## Extracted data entries
************
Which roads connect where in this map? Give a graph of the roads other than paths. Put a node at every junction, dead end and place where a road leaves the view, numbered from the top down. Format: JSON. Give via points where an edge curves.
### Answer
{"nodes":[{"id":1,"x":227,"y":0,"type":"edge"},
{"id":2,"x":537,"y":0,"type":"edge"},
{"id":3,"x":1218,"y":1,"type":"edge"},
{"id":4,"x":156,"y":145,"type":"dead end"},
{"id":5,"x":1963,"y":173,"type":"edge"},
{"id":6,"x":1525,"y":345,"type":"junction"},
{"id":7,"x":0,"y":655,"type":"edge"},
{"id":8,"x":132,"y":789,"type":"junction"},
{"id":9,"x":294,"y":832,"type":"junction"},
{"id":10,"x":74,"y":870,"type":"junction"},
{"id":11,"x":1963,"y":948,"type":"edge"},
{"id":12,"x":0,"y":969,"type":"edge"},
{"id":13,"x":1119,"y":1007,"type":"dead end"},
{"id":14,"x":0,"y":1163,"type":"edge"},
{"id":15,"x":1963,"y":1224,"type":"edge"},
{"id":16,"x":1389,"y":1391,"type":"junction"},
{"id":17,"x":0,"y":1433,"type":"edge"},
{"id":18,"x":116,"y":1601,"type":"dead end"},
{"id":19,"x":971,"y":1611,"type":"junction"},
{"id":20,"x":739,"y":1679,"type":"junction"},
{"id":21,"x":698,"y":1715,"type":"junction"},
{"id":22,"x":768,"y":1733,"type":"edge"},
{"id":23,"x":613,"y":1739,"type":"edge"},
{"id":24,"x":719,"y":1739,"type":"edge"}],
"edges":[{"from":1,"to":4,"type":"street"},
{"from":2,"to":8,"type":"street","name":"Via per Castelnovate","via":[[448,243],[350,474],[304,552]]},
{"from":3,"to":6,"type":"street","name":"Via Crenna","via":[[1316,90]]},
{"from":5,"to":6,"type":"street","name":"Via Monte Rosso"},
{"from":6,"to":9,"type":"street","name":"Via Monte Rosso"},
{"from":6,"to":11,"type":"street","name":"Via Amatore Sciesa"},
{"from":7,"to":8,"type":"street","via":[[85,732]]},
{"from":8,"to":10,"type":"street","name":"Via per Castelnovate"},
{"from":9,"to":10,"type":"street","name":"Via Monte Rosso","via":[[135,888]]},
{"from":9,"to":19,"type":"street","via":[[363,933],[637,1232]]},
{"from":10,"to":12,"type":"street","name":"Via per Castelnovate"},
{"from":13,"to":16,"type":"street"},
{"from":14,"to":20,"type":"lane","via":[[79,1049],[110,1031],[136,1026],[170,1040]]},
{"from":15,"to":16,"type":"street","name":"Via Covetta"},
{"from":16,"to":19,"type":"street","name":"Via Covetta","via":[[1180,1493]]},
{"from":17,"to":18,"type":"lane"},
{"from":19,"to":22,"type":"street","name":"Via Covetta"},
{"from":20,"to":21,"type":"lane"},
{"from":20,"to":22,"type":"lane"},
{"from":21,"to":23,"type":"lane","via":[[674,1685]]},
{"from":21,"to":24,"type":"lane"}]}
************
## Problem to work on
How many of the lines above include the string "dead"? Answer with the number only.

## Exercise output
4